Kagi (rhymes with touchy) charts were developed in the 1870’s in Japan, and many of us in the US first learned about them from Steve Nison in his book Beyond Candlesticks.
Like Renko charts, Kagi charts are independent of time and have the virtue of filtering out much of the market noise, thereby giving a clear indication of price trend.
Kagi Charts Basics
Looking at a Kagi charts you might think you’re seeing a very long snake gradually weaving its way to the right. There appear to be no distinct price bars as you’d see in time-based, Renko or other charts, but that’s simply due to the presentation method.
We do in fact have a series of price bars, the vertical bars, connected by the short horizontal bars.
Every horizontal bar represents a high or a low. A bar that moves from a low to a high is an up bar, one that moves from a high to a low, a down bar.
Note also that an up bar can be either thick (green on some platforms) or thin (red on some platforms), so color or line thickness does not reflect the direction of price movement inside the bar.
The style or color of the Kagi line tells us what the dominant market trend is.
A thick (green) line tells us the market is in a rally and the dominant trend is up.
A thin (red) line says that the market is in decline and the dominant trend is down.
Each of the elements of a Kagi chart also has a unique name. The thick line is called the yang line while the thin line is called a yin line, and a high is referred to as a shoulder and a low as a waist.
We won’t use these names in this article however, we’ll keep referring to them as thick or thin or high or low.
Consider an up bar, one that started drawing from a price low. As long as price continues moving up, the bar grows longer and the high of the bar extends further.
Minor price fluctuations will not affect the direction of the bar. However, once price retraces a predetermined amount we have a reversal, and your charting platform will draw a short horizontal line at the bar high and commence drawing a down bar.
As long as price continues to move down, the new bar will extend lower.
If price however moves back up by the same predetermined amount, we establish a new low, draw a horizontal line at that low and begin drawing an up bar.
On most charting platforms, including Tradestation and NinjaTrader, the reversal can be specified as either a fixed amount or a percentage of the price of the instrument. The traditional approach uses 4% of price as the reversal amount.
Note that you can have a series of reversal but the line style – thick or thin – will not necessarily change. In effect what you’ll see is essentially a series of swing highs and swing longs.
Dominant Trend Reversals
As stated earlier, a thick line indicates a dominant trend to the upside.
As long as price does not move below the previous low on the Kagi chart, that dominant trend will remain in effect and the line will remain thick.
Once the previous low is broken, the style immediately changes to a thin line, indicating that the dominant trend is changing to a downtrend.
Conversely, when a thin line has price breaking a previous high, it becomes thick again indicating a shift out of the dominant downtrend.
In practice you’d need to see a couple of reversals where the line remains thin before accepting that the dominant trend has changed, since as you know prices usually go through a consolidation period before definitively changing direction.
These consolidations show up clearly on a Kagi bar as a succession of short thick and thin lines.
The traditional approach to trading Kagi charts says that you buy whenever the line changes from thin to thick, and you sell when it changes from thick to thin.

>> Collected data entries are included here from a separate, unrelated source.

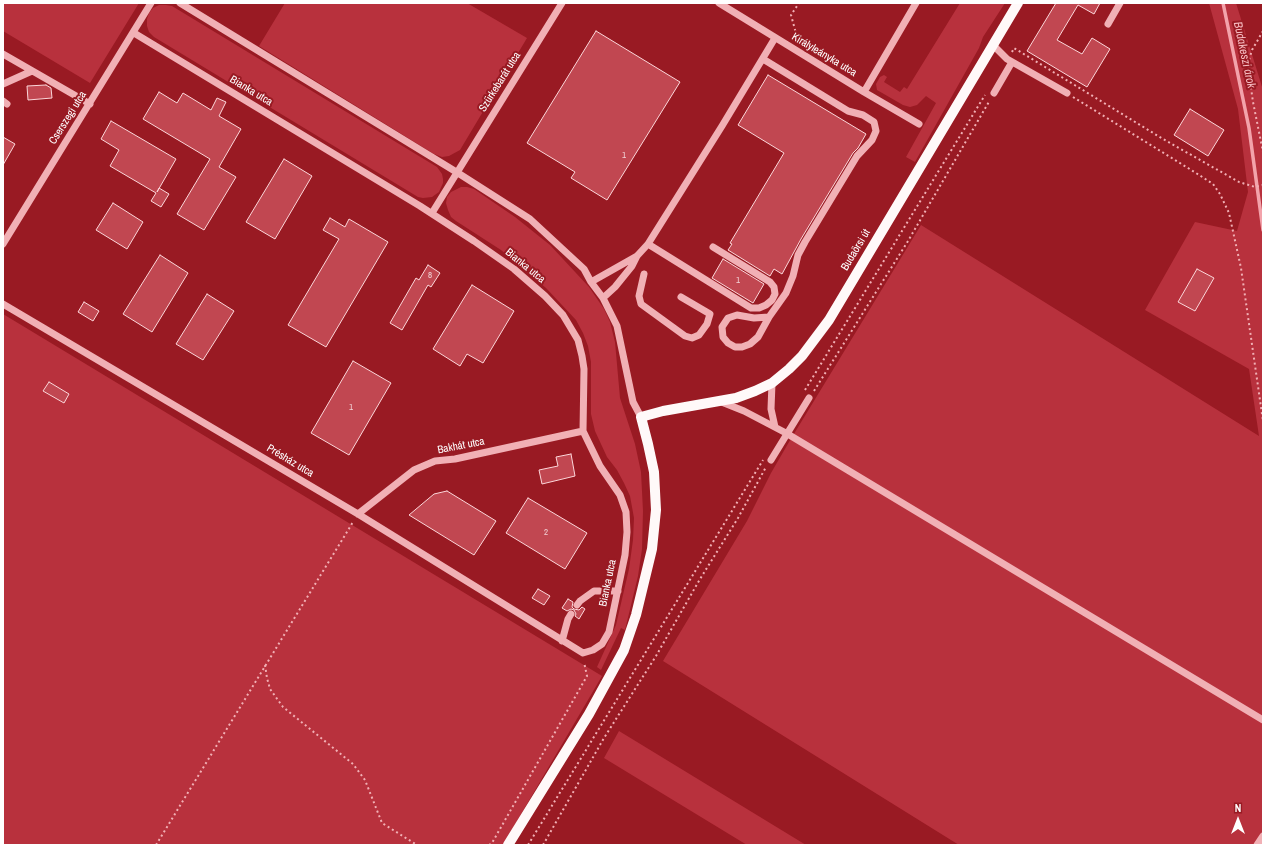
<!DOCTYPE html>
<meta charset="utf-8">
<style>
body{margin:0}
#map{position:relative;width:1266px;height:848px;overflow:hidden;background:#991a23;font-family:"Archivo Narrow",sans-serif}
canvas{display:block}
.frame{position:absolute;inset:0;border:4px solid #fff;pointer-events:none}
.north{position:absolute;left:1218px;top:800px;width:40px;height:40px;-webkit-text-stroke:3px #991a23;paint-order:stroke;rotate:0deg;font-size:11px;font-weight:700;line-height:16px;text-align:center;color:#fff}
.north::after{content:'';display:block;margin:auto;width:14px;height:18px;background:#fff;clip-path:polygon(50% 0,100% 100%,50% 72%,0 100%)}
</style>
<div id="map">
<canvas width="1266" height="848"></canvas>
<div class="frame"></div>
<div class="north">N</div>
</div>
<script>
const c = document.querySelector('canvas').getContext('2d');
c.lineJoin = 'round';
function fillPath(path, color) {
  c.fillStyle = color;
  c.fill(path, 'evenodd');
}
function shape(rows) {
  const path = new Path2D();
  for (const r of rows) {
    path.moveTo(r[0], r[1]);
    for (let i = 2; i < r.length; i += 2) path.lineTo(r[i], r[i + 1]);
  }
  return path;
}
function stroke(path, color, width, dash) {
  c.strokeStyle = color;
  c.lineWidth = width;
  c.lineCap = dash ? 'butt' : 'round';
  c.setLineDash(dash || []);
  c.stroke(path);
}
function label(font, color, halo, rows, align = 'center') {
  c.font = font + ' "Archivo Narrow",sans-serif';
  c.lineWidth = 4;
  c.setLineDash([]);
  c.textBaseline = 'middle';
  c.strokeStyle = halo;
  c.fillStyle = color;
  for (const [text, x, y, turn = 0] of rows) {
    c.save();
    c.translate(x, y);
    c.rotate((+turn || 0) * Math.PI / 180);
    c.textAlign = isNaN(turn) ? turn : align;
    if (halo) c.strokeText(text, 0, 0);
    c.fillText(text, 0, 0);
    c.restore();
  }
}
const green = shape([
 [3,3,139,3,90,83,3,31],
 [285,3,467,3,527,38,460,150,449,156,442,157,434,154,259,46],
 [960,3,1005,3,983,37,979,48,915,162,906,157,936,103,926,96,917,105,910,107,903,105,877,90,876,84,880,77,884,75,887,77,884,82,900,92,904,87,907,89],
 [1209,3,1236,3,1263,90,1263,845,959,845,663,661,747,521,771,473,789,442,921,225,1259,436,1249,369,1145,310,1195,222,1237,231,1248,192,1238,109],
 [159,5,166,5,172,6,437,167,442,174,443,179,443,183,439,192,432,197,423,198,418,197,154,37,149,32,147,26,147,19,149,13,153,8],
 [461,187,467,187,474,189,515,217,550,245,589,287,604,309,610,322,615,342,620,398,635,444,641,472,643,511,642,549,638,576,625,630,621,628,601,670,597,667,616,625,629,569,633,540,634,518,630,496,624,483,617,470,607,457,595,431,591,414,591,362,588,346,583,333,576,320,546,288,501,250,456,221,451,217,448,210,446,203,447,197,451,192],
 [3,314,602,676,503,845,3,845],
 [619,731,806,845,747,845,604,758]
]);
const stream = shape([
 [1223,3,1249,128,1263,230]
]);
const building = shape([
 [1056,3,1100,3,1094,14,1078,5,1057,40,1082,54,1092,38,1110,49,1087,87,1027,51,1056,3],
 [596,31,680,82,607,200,571,178,575,172,527,143,596,31],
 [768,75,866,134,858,148,853,153,801,239,782,274,774,269,770,276,728,250,732,244,730,243,784,153,738,125,768,75],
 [46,85,51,88,52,98,28,100,27,86,46,85],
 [159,92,177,103,183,93,211,110,217,98,226,102,219,116,241,129,219,167,236,177,204,230,177,214,210,159,143,119,159,92],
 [1190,109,1224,130,1208,156,1174,135,1190,109],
 [111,121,176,159,157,192,159,188,169,194,161,207,151,201,156,193,110,166,119,150,101,139,111,121],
 [3,137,15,144,3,165,3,137],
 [284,159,312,176,275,239,246,222,284,159],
 [113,203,143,222,127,249,96,230,113,203],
 [330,218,345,227,349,219,388,242,326,347,288,325,339,239,323,230,330,218],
 [160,255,188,273,152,332,123,314,160,255],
 [723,259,764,284,753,303,712,278,723,259],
 [428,265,440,273,431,287,428,285,402,330,390,323,416,278,419,280,428,265],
 [1197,269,1214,278,1195,311,1178,302,1197,269],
 [472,285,514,311,483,363,467,354,460,366,433,349,472,285],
 [207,294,234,311,203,360,176,344,207,294],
 [84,302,99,311,93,321,78,312,84,302],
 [353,361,391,383,349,455,311,433,353,361],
 [49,382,69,394,64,403,43,391,49,382],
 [571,454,575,476,542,484,539,470,558,466,556,457,571,454],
 [447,491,496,521,474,555,409,515,434,494,447,491],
 [528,498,587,533,565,569,506,533,528,498],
 [538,589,550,596,544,605,532,598,538,589],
 [568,599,573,602,572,607,574,609,579,610,582,607,585,609,579,619,575,616,576,614,574,610,571,609,567,611,562,608,568,599]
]);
const path = shape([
 [1263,31,1252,50,1249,60,1249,74,1253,102,1263,152],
 [795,40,797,37,791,15,799,3],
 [1012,52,1014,48,1163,139,1239,182,1255,187,1263,185],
 [1073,97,1196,173,1213,184,1220,194,1229,213,1241,268,1263,421],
 [805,390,985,95],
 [814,391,908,241,990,100],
 [265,665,267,678,270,689,283,707,353,764,365,780,382,823,417,845],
 [156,845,353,522],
 [489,845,492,843,587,676,584,662],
 [528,845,763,460],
 [543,845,604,738,656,656,700,579,738,518,766,467]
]);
const minor = shape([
 [180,3,458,173,530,219,584,269,591,282,603,298,617,326,633,402,641,417],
 [719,3,864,92,919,124],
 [1108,24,1120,3],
 [993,45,1007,59,1067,93],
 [3,54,90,104],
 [763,59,848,111,863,115,874,122,876,131,872,140,857,156,805,242,798,255,793,276,786,293,769,317,754,318,737,315,728,318,722,327,723,337,728,343,735,347,742,347,750,344,758,337,769,317],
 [3,84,32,71],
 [864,92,916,3],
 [994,93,1012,62],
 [3,101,7,104],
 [432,213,562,3],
 [3,244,151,3],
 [648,244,751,308,759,308,766,305,772,300,775,294,774,287,770,282,713,247],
 [644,274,639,296,641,304,685,336,692,338,699,335,707,324,710,314,681,297],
 [591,282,637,256,648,244,722,126,775,38],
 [603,298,615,287,632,266,637,256],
 [3,304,358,514,583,653,593,650,602,644,609,632,625,555,627,532,626,512,620,495,600,466,583,431,584,369,582,356,578,340,563,315,545,296,514,269,474,241,420,206,134,33],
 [772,383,771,409,775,427],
 [719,401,744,411,786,433,1263,720],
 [771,460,809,398],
 [358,514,414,470,435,461,455,459,583,431],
 [577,605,580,601,594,591,618,591],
 [562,641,568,619,571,614],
 [1257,845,1263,836]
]);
const major = shape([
 [508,845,589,714,624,650,636,615,652,549,656,510,654,472,648,444,641,417,663,411,736,398,755,391,772,383,789,369,802,356,829,320,1018,3]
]);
const numberNames = [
 ["1",624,156],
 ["8",430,276],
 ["1",738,281],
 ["1",351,408],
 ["2",546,533]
];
const streetNames = [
 ["Királyleányka utca",824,55,31],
 ["Szürkebarát utca",500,82,-58],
 ["Bianka utca",251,91,31],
 ["Cserszegi utca",68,118,-58],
 ["Budaörsi út",856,250,-59],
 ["Bianka utca",525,266,39],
 ["Bakhát utca",461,446,-11],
 ["Présház utca",290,461,31],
 ["Bianka utca",608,583,-78]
];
const waterNames = [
 ["Budakeszi árok",1244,55,78]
];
fillPath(green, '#b8313d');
stroke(stream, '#f3a3ab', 3.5);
fillPath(building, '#c14751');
stroke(building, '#fbd7da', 1);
stroke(path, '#f1b0b5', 2, [2, 3]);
stroke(minor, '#f1b0b5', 7);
stroke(major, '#fff9f9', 10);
label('9px', '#f0d1d4', null, numberNames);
label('11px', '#fff', '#991a23', streetNames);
label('italic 12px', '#f7bcc1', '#991a23', waterNames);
</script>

Because the Kagi charts filter out a lot of the market noise, this can keep you in some very nice trends.
Of course it’s not perfect either, as you’ll still be susceptible to chop whenever price consolidates.
You can also use Kagi charts as a directional filter for your current trading system. Open a chart with your trading system and a separate Kagi chart for the same instrument.
Only take long setups from your system while the Kagi line is thick, and only take short setups from your trading system while the Kagi chart is thin.
Finally, you can use all of the usual technical analysis techniques with Kagi charts, including support/resistance levels, price formations, and all of the technical indicators available in your charting package. Give it a try: pull up a chart of your favorite trading system and simply change the chart type to Kagi.
Your system will continue to work as before, except that now all the signals will be based on the Kagi chart.
A word of caution is in order here: if you day trade using a Kagi chart be sure to set the precision on the chart to 1 tick intervals.
Give Kagi Charts a try
Kagi charts are another tool we can use in trading the markets. They do a great job of filtering out noise and indicating major trends and can be used either on their own or in conjunction with other charts and systems.
Open up Kagi charts of your favorite instruments, experiment with the reversal size and see how you can incorporate them into your own trading.